Saved data entries

****

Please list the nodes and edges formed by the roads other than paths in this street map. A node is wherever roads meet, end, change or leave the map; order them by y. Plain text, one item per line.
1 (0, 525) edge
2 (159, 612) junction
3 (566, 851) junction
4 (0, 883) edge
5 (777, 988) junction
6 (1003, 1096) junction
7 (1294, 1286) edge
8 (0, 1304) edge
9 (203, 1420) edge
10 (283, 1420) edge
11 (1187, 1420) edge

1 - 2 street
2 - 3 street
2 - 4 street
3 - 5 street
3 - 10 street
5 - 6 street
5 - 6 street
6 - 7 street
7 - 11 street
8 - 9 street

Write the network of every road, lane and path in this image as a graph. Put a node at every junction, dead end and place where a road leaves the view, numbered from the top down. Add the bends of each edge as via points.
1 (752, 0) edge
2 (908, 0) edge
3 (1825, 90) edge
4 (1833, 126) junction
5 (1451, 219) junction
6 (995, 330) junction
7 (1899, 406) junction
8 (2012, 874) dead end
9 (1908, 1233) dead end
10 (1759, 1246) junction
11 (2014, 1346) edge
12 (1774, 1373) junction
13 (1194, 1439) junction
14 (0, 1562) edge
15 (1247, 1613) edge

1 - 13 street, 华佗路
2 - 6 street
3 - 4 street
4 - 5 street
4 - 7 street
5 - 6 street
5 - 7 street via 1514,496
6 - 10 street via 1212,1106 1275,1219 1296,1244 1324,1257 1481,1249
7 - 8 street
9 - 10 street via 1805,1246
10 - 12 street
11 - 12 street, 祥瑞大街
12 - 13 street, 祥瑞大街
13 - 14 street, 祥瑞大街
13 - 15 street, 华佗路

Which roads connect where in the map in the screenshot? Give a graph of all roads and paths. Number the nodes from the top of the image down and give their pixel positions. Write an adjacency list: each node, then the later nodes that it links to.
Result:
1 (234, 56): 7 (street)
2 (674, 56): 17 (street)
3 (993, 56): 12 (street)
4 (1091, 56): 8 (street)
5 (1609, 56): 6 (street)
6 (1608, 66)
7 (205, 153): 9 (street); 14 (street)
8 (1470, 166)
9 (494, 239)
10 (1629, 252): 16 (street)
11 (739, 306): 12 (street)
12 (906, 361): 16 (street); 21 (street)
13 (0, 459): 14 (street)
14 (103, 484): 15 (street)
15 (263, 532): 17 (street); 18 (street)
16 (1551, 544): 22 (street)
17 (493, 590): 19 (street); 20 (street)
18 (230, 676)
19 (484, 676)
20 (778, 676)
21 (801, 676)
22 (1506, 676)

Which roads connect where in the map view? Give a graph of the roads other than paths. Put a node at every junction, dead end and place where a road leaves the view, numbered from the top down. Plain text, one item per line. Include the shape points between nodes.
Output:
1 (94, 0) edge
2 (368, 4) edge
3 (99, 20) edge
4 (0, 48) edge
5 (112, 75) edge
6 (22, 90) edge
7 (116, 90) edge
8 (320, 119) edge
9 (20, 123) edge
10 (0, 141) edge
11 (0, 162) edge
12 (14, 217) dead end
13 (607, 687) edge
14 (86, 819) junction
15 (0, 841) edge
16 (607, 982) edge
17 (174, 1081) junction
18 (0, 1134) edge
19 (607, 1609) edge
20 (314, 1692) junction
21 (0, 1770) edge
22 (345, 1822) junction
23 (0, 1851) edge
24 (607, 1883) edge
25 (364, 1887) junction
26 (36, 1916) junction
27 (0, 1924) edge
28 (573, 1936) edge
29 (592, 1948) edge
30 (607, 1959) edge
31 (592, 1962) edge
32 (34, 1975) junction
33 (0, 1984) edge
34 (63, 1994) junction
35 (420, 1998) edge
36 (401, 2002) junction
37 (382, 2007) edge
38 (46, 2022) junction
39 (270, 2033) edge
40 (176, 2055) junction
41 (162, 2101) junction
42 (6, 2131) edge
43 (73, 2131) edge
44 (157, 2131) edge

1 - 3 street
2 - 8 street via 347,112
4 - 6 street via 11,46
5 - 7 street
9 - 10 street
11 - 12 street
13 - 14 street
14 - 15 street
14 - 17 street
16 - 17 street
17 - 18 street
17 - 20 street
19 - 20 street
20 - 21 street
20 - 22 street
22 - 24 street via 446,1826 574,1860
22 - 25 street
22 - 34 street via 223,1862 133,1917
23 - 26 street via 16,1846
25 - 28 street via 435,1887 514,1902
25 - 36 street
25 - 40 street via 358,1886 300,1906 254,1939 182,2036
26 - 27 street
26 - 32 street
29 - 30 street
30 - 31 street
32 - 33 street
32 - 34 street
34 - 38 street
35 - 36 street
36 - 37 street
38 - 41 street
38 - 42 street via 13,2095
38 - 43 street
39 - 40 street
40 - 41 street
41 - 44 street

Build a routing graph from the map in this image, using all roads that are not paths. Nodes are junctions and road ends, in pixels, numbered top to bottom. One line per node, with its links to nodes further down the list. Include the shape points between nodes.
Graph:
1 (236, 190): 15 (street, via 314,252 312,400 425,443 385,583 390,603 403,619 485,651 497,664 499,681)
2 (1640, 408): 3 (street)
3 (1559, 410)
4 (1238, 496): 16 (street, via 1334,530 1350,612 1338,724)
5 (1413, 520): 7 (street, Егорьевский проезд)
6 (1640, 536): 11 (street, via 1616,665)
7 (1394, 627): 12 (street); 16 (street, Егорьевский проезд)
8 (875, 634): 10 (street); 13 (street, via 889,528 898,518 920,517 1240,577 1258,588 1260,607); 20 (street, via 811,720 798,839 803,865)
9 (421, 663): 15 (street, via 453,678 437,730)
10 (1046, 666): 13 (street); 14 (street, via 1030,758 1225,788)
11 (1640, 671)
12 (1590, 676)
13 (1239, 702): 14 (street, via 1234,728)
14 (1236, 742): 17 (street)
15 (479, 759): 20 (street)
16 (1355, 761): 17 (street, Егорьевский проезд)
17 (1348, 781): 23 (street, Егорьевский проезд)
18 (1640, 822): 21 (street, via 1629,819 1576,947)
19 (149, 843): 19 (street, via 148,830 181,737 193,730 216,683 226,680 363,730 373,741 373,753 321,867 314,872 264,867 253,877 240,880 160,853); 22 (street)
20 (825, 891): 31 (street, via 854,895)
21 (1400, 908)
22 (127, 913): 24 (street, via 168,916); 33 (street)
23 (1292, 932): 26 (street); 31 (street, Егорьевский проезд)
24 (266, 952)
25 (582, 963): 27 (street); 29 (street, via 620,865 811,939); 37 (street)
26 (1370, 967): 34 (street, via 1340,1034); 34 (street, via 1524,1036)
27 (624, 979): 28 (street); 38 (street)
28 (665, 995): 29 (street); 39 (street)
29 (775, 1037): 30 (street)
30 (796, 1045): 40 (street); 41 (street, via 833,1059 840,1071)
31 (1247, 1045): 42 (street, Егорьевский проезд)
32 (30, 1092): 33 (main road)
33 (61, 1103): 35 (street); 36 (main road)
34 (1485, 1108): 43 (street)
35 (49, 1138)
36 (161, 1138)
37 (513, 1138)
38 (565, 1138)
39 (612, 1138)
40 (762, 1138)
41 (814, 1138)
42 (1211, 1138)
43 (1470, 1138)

****

All the lines above must appear again in the answer, word for word.

Solution to this exercise –
Please list the nodes and edges formed by the roads other than paths in this street map. A node is wherever roads meet, end, change or leave the map; order them by y. Plain text, one item per line.
1 (0, 525) edge
2 (159, 612) junction
3 (566, 851) junction
4 (0, 883) edge
5 (777, 988) junction
6 (1003, 1096) junction
7 (1294, 1286) edge
8 (0, 1304) edge
9 (203, 1420) edge
10 (283, 1420) edge
11 (1187, 1420) edge

1 - 2 street
2 - 3 street
2 - 4 street
3 - 5 street
3 - 10 street
5 - 6 street
5 - 6 street
6 - 7 street
7 - 11 street
8 - 9 street

Write the network of every road, lane and path in this image as a graph. Put a node at every junction, dead end and place where a road leaves the view, numbered from the top down. Add the bends of each edge as via points.
1 (752, 0) edge
2 (908, 0) edge
3 (1825, 90) edge
4 (1833, 126) junction
5 (1451, 219) junction
6 (995, 330) junction
7 (1899, 406) junction
8 (2012, 874) dead end
9 (1908, 1233) dead end
10 (1759, 1246) junction
11 (2014, 1346) edge
12 (1774, 1373) junction
13 (1194, 1439) junction
14 (0, 1562) edge
15 (1247, 1613) edge

1 - 13 street, 华佗路
2 - 6 street
3 - 4 street
4 - 5 street
4 - 7 street
5 - 6 street
5 - 7 street via 1514,496
6 - 10 street via 1212,1106 1275,1219 1296,1244 1324,1257 1481,1249
7 - 8 street
9 - 10 street via 1805,1246
10 - 12 street
11 - 12 street, 祥瑞大街
12 - 13 street, 祥瑞大街
13 - 14 street, 祥瑞大街
13 - 15 street, 华佗路

Which roads connect where in the map in the screenshot? Give a graph of all roads and paths. Number the nodes from the top of the image down and give their pixel positions. Write an adjacency list: each node, then the later nodes that it links to.
Result:
1 (234, 56): 7 (street)
2 (674, 56): 17 (street)
3 (993, 56): 12 (street)
4 (1091, 56): 8 (street)
5 (1609, 56): 6 (street)
6 (1608, 66)
7 (205, 153): 9 (street); 14 (street)
8 (1470, 166)
9 (494, 239)
10 (1629, 252): 16 (street)
11 (739, 306): 12 (street)
12 (906, 361): 16 (street); 21 (street)
13 (0, 459): 14 (street)
14 (103, 484): 15 (street)
15 (263, 532): 17 (street); 18 (street)
16 (1551, 544): 22 (street)
17 (493, 590): 19 (street); 20 (street)
18 (230, 676)
19 (484, 676)
20 (778, 676)
21 (801, 676)
22 (1506, 676)

Which roads connect where in the map view? Give a graph of the roads other than paths. Put a node at every junction, dead end and place where a road leaves the view, numbered from the top down. Plain text, one item per line. Include the shape points between nodes.
Output:
1 (94, 0) edge
2 (368, 4) edge
3 (99, 20) edge
4 (0, 48) edge
5 (112, 75) edge
6 (22, 90) edge
7 (116, 90) edge
8 (320, 119) edge
9 (20, 123) edge
10 (0, 141) edge
11 (0, 162) edge
12 (14, 217) dead end
13 (607, 687) edge
14 (86, 819) junction
15 (0, 841) edge
16 (607, 982) edge
17 (174, 1081) junction
18 (0, 1134) edge
19 (607, 1609) edge
20 (314, 1692) junction
21 (0, 1770) edge
22 (345, 1822) junction
23 (0, 1851) edge
24 (607, 1883) edge
25 (364, 1887) junction
26 (36, 1916) junction
27 (0, 1924) edge
28 (573, 1936) edge
29 (592, 1948) edge
30 (607, 1959) edge
31 (592, 1962) edge
32 (34, 1975) junction
33 (0, 1984) edge
34 (63, 1994) junction
35 (420, 1998) edge
36 (401, 2002) junction
37 (382, 2007) edge
38 (46, 2022) junction
39 (270, 2033) edge
40 (176, 2055) junction
41 (162, 2101) junction
42 (6, 2131) edge
43 (73, 2131) edge
44 (157, 2131) edge

1 - 3 street
2 - 8 street via 347,112
4 - 6 street via 11,46
5 - 7 street
9 - 10 street
11 - 12 street
13 - 14 street
14 - 15 street
14 - 17 street
16 - 17 street
17 - 18 street
17 - 20 street
19 - 20 street
20 - 21 street
20 - 22 street
22 - 24 street via 446,1826 574,1860
22 - 25 street
22 - 34 street via 223,1862 133,1917
23 - 26 street via 16,1846
25 - 28 street via 435,1887 514,1902
25 - 36 street
25 - 40 street via 358,1886 300,1906 254,1939 182,2036
26 - 27 street
26 - 32 street
29 - 30 street
30 - 31 street
32 - 33 street
32 - 34 street
34 - 38 street
35 - 36 street
36 - 37 street
38 - 41 street
38 - 42 street via 13,2095
38 - 43 street
39 - 40 street
40 - 41 street
41 - 44 street

Build a routing graph from the map in this image, using all roads that are not paths. Nodes are junctions and road ends, in pixels, numbered top to bottom. One line per node, with its links to nodes further down the list. Include the shape points between nodes.
Graph:
1 (236, 190): 15 (street, via 314,252 312,400 425,443 385,583 390,603 403,619 485,651 497,664 499,681)
2 (1640, 408): 3 (street)
3 (1559, 410)
4 (1238, 496): 16 (street, via 1334,530 1350,612 1338,724)
5 (1413, 520): 7 (street, Егорьевский проезд)
6 (1640, 536): 11 (street, via 1616,665)
7 (1394, 627): 12 (street); 16 (street, Егорьевский проезд)
8 (875, 634): 10 (street); 13 (street, via 889,528 898,518 920,517 1240,577 1258,588 1260,607); 20 (street, via 811,720 798,839 803,865)
9 (421, 663): 15 (street, via 453,678 437,730)
10 (1046, 666): 13 (street); 14 (street, via 1030,758 1225,788)
11 (1640, 671)
12 (1590, 676)
13 (1239, 702): 14 (street, via 1234,728)
14 (1236, 742): 17 (street)
15 (479, 759): 20 (street)
16 (1355, 761): 17 (street, Егорьевский проезд)
17 (1348, 781): 23 (street, Егорьевский проезд)
18 (1640, 822): 21 (street, via 1629,819 1576,947)
19 (149, 843): 19 (street, via 148,830 181,737 193,730 216,683 226,680 363,730 373,741 373,753 321,867 314,872 264,867 253,877 240,880 160,853); 22 (street)
20 (825, 891): 31 (street, via 854,895)
21 (1400, 908)
22 (127, 913): 24 (street, via 168,916); 33 (street)
23 (1292, 932): 26 (street); 31 (street, Егорьевский проезд)
24 (266, 952)
25 (582, 963): 27 (street); 29 (street, via 620,865 811,939); 37 (street)
26 (1370, 967): 34 (street, via 1340,1034); 34 (street, via 1524,1036)
27 (624, 979): 28 (street); 38 (street)
28 (665, 995): 29 (street); 39 (street)
29 (775, 1037): 30 (street)
30 (796, 1045): 40 (street); 41 (street, via 833,1059 840,1071)
31 (1247, 1045): 42 (street, Егорьевский проезд)
32 (30, 1092): 33 (main road)
33 (61, 1103): 35 (street); 36 (main road)
34 (1485, 1108): 43 (street)
35 (49, 1138)
36 (161, 1138)
37 (513, 1138)
38 (565, 1138)
39 (612, 1138)
40 (762, 1138)
41 (814, 1138)
42 (1211, 1138)
43 (1470, 1138)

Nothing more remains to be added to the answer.